Football in Mandatory Palestine
- Season: 1936–37

= 1936–37 in Mandatory Palestine football =

The 1936–37 season was the tenth season of competitive football in the British Mandate for Palestine under the Eretz Israel Football Association and the 5th under the Arab Palestine Sports Federation.

==IFA Competitions==
===1935–36 Palestine League===

The second part of the 1935–36 Palestine League was held in autumn 1936, after the league schedule was disturbed by the 1936–1939 Arab revolt. The competition, which began on 7 December 1935, took over a year to be completed, with the final matches being played in December 1936. Once completed, the league was won by Maccabi Tel Aviv.

====League table====

| Pos | Team | Pld | W | D | L | GF | GA | GR | Pts |  |
| 1 | Maccabi Tel Aviv | 10 | 7 | 2 | 1 | 21 | 9 | 2.333 | 16 | Champions |
| 2 | Hakoah Tel Aviv | 10 | 6 | 3 | 1 | 18 | 8 | 2.250 | 15 |  |
| 3 | Hapoel Tel Aviv | 10 | 4 | 4 | 2 | 24 | 12 | 2.000 | 12 |
| 4 | Hapoel Haifa | 10 | 4 | 2 | 4 | 16 | 13 | 1.231 | 10 |
| 5 | Maccabi Petah Tikva | 10 | 2 | 3 | 5 | 10 | 20 | 0.500 | 7 |
| 6 | Maccabi Nes Tziona | 10 | 0 | 0 | 10 | 2 | 29 | 0.069 | 0 |

===1937 Palestine League===

League matches started on 29 January 1937, and once again the competition was not over by the end of the season, but was completed on the next season.
For the first time, a second division was operated, called Mahlaka Bet and was split to north and south divisions.

===1937 Palestine Cup===

Hapoel HaDarom Tel Aviv upset Maccabi Tel Aviv with a 2–1 victory in the semi-final to set a meeting with its parent club, Hapoel Tel Aviv in the final.
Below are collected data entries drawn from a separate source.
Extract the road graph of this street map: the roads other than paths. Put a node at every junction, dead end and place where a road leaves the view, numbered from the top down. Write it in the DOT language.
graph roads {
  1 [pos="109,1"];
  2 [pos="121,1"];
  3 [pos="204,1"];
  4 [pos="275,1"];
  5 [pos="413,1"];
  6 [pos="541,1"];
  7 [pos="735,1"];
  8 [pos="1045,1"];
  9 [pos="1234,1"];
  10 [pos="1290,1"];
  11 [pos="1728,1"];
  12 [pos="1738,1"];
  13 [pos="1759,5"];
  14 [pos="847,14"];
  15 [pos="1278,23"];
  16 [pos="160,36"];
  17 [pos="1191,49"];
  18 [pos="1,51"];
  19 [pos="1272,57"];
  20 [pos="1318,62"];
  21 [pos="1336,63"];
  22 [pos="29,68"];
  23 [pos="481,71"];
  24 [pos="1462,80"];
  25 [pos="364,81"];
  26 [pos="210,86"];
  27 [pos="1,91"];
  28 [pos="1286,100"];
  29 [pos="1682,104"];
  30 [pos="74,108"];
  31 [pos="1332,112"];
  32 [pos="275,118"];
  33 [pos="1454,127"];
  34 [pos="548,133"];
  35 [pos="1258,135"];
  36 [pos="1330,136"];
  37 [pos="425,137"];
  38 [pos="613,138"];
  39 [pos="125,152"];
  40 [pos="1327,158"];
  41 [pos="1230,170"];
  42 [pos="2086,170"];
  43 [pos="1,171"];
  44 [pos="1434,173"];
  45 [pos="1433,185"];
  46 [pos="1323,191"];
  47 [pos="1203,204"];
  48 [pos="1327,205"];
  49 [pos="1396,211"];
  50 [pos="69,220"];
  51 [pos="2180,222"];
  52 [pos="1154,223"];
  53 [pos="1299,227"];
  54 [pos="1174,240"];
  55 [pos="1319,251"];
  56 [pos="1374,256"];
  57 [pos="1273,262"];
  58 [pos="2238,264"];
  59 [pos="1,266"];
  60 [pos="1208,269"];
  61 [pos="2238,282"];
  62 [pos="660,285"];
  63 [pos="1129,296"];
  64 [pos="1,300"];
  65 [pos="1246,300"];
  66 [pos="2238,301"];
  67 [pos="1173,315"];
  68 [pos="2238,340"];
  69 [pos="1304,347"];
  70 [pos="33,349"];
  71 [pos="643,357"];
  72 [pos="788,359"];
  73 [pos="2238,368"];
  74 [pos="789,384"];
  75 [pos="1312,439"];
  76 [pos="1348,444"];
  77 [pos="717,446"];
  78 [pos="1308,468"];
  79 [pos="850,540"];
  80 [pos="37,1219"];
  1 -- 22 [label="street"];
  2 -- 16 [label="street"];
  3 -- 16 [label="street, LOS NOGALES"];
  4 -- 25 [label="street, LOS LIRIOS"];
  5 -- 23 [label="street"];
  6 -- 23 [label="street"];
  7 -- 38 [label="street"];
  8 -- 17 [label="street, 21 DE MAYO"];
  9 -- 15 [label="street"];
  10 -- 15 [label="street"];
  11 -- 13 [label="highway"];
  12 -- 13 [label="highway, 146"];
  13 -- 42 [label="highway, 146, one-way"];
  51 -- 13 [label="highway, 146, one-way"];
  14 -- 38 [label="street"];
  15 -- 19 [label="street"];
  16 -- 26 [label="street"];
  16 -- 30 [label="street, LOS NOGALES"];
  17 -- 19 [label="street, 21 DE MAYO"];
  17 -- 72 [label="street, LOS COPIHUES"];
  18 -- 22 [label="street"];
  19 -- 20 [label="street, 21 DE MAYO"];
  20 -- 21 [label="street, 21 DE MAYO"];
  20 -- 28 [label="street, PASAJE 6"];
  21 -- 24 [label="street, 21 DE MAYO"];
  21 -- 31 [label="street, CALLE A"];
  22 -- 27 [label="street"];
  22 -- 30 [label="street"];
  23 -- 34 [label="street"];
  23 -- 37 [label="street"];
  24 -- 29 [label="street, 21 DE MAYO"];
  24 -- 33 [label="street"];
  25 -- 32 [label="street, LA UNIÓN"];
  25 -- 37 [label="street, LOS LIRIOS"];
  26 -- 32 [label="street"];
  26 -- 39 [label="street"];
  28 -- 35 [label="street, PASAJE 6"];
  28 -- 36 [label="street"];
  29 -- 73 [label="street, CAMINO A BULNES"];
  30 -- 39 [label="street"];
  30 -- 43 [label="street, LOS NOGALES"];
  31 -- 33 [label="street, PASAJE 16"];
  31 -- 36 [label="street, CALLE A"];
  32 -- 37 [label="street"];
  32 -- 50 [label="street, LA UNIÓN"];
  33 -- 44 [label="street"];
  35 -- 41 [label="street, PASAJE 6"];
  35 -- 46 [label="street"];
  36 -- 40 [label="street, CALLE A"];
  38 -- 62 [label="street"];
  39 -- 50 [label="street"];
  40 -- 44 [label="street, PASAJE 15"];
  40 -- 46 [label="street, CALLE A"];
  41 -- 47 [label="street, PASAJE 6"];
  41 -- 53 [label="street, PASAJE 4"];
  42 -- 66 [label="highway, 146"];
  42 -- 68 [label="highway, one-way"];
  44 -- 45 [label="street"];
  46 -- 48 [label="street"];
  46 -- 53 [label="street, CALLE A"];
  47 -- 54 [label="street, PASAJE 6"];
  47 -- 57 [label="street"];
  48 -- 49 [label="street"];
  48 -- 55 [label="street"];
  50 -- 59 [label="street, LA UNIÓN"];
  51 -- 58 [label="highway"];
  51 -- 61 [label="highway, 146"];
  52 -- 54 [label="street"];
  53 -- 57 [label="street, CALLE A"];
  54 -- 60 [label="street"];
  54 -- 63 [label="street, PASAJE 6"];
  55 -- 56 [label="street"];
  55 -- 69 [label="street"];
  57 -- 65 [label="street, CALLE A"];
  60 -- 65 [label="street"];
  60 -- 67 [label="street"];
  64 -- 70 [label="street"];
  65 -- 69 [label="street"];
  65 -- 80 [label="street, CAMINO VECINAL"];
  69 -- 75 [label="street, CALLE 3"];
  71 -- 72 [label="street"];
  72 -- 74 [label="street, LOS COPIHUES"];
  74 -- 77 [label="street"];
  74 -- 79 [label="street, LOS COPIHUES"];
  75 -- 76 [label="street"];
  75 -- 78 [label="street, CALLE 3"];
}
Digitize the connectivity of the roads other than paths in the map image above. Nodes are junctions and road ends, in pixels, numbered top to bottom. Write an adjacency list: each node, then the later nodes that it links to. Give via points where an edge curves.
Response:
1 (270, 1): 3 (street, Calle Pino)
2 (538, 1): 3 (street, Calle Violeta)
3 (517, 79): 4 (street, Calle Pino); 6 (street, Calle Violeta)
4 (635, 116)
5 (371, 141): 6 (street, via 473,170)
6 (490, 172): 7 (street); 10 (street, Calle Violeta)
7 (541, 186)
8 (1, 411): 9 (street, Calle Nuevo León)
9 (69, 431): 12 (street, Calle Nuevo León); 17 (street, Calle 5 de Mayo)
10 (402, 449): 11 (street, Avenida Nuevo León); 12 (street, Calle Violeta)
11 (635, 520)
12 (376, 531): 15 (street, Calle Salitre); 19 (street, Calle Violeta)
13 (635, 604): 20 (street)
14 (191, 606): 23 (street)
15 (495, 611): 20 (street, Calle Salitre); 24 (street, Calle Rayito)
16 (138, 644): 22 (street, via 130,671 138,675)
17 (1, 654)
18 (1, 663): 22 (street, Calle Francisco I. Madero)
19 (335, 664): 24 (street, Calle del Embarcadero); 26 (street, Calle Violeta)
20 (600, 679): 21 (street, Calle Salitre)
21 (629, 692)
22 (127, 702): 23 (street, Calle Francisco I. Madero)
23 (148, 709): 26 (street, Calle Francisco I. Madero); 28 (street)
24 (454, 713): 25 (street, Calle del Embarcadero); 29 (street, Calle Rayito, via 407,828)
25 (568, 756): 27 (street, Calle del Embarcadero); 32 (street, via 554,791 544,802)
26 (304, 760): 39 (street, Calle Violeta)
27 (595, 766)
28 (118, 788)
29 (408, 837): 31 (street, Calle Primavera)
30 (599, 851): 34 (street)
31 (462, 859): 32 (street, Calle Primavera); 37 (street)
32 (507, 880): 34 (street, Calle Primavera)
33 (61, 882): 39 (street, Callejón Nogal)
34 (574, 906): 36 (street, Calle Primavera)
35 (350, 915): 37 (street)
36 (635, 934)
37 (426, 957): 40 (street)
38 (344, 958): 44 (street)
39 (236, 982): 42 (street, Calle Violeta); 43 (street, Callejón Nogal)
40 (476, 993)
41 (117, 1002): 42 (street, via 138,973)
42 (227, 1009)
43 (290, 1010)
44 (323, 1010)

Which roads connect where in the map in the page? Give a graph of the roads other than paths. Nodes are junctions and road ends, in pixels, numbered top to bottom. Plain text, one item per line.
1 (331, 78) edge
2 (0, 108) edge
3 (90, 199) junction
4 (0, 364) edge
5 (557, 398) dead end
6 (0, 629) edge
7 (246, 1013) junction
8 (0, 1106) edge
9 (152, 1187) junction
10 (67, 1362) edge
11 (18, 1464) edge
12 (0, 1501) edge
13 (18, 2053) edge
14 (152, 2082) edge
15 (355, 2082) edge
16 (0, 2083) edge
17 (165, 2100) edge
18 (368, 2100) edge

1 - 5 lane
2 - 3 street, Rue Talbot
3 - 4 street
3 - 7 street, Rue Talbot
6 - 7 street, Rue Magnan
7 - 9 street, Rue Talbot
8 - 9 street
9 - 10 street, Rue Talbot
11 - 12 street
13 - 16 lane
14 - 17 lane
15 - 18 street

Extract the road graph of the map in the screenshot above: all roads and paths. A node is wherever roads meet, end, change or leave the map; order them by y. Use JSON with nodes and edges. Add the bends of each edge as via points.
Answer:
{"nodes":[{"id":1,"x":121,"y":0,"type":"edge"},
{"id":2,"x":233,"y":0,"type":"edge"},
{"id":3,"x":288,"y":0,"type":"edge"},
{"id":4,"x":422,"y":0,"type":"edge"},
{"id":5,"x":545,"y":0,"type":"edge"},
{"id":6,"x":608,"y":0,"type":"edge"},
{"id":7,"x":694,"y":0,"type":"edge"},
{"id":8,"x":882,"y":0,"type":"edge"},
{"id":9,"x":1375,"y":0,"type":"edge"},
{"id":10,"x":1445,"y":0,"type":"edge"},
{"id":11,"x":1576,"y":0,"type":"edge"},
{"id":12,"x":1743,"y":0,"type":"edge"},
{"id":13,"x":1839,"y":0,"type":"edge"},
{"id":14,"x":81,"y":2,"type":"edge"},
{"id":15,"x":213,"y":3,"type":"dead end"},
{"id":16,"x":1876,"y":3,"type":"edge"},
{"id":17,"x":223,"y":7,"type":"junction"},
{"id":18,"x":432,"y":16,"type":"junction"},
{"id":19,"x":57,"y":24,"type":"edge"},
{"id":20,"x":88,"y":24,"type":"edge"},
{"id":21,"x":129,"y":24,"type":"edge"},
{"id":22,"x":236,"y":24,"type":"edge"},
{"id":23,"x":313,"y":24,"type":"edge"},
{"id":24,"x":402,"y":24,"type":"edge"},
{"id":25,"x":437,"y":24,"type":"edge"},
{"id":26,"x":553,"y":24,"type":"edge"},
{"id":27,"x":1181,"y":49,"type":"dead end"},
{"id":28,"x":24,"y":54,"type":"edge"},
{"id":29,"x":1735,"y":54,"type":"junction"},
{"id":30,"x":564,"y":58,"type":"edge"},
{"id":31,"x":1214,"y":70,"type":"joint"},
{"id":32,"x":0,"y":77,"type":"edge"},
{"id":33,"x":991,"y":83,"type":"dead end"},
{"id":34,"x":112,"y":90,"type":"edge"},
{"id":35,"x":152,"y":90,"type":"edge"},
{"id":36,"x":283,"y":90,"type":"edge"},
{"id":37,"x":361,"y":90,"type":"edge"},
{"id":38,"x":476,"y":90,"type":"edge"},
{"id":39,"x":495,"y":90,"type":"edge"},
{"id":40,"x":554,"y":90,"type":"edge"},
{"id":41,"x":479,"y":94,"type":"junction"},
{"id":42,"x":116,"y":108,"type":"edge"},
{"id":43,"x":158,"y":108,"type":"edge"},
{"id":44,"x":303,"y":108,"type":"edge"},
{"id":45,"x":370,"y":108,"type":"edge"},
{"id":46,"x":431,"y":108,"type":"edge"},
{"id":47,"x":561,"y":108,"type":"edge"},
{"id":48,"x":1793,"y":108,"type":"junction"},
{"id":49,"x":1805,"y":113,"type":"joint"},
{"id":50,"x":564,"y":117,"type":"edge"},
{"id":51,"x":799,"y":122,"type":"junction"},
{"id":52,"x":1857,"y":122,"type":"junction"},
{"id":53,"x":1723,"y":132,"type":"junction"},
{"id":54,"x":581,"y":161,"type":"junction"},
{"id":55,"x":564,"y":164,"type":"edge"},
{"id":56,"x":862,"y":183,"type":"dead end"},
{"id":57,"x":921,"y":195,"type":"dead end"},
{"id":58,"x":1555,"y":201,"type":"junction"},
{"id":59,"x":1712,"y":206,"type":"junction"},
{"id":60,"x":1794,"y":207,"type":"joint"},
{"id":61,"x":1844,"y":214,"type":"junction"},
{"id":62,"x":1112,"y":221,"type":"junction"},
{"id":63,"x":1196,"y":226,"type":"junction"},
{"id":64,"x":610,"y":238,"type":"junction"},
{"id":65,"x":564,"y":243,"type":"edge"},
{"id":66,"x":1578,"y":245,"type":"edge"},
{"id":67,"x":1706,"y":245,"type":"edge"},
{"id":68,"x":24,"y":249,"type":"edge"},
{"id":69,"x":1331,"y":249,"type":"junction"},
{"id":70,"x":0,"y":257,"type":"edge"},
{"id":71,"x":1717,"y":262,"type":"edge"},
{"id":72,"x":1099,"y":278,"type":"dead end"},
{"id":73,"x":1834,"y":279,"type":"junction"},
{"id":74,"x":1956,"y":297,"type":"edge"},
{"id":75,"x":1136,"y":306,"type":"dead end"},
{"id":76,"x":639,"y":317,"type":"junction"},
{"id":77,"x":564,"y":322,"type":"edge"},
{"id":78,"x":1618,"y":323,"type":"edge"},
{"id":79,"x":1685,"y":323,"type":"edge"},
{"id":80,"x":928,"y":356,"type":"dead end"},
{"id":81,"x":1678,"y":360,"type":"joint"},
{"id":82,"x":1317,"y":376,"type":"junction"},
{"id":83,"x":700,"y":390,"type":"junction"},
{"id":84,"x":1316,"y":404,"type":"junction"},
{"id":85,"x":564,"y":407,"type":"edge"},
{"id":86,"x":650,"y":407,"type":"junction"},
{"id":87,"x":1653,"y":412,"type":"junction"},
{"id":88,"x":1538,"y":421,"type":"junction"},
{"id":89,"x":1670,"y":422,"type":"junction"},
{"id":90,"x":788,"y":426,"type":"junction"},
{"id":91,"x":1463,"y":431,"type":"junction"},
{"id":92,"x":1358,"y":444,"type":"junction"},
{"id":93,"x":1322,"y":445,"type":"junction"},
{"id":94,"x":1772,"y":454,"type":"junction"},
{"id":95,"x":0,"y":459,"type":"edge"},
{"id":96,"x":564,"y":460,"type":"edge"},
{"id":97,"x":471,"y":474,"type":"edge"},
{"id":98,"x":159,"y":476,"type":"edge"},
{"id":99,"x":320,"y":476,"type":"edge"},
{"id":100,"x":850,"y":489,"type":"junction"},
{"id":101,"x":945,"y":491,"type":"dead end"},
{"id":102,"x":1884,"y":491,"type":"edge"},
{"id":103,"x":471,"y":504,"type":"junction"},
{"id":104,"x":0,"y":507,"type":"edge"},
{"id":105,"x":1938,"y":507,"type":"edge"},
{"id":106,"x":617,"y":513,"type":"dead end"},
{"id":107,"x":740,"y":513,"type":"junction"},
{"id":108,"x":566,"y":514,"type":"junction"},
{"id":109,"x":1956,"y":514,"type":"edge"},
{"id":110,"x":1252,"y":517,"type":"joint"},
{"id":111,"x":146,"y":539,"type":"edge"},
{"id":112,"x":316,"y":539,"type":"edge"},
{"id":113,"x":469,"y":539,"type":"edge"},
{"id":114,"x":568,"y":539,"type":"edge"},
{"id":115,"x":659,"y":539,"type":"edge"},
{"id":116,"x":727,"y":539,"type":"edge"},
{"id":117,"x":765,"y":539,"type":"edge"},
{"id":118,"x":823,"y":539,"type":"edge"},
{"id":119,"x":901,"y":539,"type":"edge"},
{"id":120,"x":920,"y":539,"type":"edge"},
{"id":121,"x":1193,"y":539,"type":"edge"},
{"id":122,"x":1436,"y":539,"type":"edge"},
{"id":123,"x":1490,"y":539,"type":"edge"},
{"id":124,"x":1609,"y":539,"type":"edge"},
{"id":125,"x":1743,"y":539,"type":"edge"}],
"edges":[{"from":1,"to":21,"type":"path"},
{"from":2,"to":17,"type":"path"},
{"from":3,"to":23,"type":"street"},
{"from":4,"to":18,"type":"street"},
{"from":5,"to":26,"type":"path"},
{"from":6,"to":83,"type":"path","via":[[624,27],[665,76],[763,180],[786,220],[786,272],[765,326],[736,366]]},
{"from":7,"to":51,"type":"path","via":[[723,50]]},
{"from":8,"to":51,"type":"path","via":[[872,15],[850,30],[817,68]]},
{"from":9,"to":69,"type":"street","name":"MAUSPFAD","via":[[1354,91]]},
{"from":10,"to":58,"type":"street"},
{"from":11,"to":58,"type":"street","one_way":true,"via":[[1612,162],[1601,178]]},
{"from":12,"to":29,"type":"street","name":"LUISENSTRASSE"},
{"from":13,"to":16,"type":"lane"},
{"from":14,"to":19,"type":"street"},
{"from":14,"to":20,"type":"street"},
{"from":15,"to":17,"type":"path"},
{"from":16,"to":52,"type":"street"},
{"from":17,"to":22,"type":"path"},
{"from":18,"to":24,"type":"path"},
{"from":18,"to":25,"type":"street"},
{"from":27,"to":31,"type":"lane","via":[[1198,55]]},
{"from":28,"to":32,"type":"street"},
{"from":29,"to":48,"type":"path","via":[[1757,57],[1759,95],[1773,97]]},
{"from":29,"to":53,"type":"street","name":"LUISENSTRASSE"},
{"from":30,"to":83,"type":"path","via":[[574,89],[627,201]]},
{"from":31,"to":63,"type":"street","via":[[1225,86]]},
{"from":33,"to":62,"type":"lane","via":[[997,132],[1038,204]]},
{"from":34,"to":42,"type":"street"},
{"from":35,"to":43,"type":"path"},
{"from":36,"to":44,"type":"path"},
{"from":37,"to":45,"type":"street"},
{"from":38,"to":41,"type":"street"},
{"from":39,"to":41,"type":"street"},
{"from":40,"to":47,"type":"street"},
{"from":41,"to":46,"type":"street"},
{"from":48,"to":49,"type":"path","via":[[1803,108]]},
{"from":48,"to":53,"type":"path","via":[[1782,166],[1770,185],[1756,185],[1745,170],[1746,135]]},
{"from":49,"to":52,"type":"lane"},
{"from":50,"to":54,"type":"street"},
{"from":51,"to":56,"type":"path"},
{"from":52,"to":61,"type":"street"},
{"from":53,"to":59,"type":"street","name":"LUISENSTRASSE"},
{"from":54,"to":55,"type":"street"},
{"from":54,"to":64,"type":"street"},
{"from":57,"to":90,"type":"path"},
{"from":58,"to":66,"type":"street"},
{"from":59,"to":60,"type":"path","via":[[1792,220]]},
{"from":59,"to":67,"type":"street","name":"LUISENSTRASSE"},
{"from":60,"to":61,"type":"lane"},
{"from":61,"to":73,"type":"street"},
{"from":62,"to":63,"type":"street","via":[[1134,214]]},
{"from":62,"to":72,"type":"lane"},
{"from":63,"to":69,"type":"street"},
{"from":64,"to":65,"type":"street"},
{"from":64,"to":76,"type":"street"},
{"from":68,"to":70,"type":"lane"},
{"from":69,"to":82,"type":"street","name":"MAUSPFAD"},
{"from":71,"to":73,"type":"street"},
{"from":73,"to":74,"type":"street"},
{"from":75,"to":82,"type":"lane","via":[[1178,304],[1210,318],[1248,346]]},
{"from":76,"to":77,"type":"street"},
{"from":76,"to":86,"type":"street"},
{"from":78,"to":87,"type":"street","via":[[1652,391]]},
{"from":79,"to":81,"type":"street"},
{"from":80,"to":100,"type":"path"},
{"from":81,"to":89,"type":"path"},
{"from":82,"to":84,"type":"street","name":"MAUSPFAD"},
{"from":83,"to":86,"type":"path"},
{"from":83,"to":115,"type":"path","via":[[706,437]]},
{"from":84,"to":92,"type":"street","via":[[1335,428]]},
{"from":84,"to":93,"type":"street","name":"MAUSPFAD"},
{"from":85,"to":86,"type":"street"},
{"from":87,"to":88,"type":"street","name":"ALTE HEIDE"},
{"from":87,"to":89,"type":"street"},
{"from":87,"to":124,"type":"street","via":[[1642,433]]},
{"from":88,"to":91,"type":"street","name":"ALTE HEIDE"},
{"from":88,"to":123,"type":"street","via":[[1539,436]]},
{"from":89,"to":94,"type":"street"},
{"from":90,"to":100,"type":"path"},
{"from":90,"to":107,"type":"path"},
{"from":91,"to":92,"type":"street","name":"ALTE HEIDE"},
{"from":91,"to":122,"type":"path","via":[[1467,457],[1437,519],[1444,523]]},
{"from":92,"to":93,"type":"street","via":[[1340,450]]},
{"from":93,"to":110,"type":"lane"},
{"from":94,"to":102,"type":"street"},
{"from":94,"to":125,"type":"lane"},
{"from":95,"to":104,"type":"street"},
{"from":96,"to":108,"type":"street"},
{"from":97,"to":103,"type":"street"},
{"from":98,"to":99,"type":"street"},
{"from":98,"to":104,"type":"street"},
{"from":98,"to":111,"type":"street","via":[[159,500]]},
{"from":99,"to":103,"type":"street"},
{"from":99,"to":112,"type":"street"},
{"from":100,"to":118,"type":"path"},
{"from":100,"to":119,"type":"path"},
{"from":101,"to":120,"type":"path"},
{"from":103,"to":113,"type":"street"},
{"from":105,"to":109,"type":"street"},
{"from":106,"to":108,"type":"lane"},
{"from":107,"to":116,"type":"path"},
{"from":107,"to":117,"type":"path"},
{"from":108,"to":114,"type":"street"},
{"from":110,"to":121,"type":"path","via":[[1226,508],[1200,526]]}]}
The Hapoel HaDarom victory was assisted by a punishment issued to the senior Maccabi Tel Aviv squad for boycotting Maccabi's match against Aris Thessaloniki in April 1937. Due to the punishment, Maccabi had to field its youth team for the match.

9 May 1937
Hapoel Tel Aviv 3-0 Hapoel HaDarom Tel Aviv
  Hapoel Tel Aviv: ? 55', Bakshi 57', Poliakov 86'

==Maccabi Tel Aviv Tour of North America==
In October 1936 Maccabi Tel Aviv went on a tour to the North America, via Alexandria, Marseille and Paris. During the tour, which lasted for 97 days, the club played 15 matches.
In France:
- Racing Paris – Maccabi Tel Aviv 2–0
- Olympique Lillois – Maccabi Tel Aviv 3–1

In North America:
- New York All-Stars – Maccabi Tel Aviv 0–6
- Philadelphia Passion – Maccabi Tel Aviv 0–1
- Brooklyn League XI – Maccabi Tel Aviv 0–1
- Detroit All-Stars – Maccabi Tel Aviv 2–2
- Toronto All-Stars – Maccabi Tel Aviv 1–1
- Chicago All-Stars – Maccabi Tel Aviv 0–1
- St. Louis All-Stars – Maccabi Tel Aviv 3–2
- Boston Celtics – Maccabi Tel Aviv 3–2
- New Jersey All-Stars – Maccabi Tel Aviv 1–7
- Philadelphia Passion – Maccabi Tel Aviv 2–0
- American Soccer League XI – Maccabi Tel Aviv 4–1
- Maccabi-Hakoah Chicago – Maccabi Tel Aviv 4–2
- Chicago Sparta – Maccabi Tel Aviv 1–1

==Notable events==
- Romanian club CFR București played one match in January 1937 in Tel Aviv, beating Maccabi Tel Aviv 1–0.
- Austrian club Admira Vienna played three matches in Tel Aviv, scoring three victories, a 3–0 against Maccabi Tel Aviv, a 3–1 Hapoel Tel Aviv and a 7–1 against the national team.
- Greek club Aris Thessaloniki played two matches in Mandatory Palestine, a 2–0 victory against a British military team in Jerusalem and a 0–0 draw against Hapoel Haifa. A third match, against Maccabi Tel Aviv wasn't played as Maccabi's squad boycotted the match in protest against its out management.
- Hapoel Eretz Israel team played in the 1937 Workers' Summer Olympiad, losing 1–7 to Norway and drawing Finland 1–1.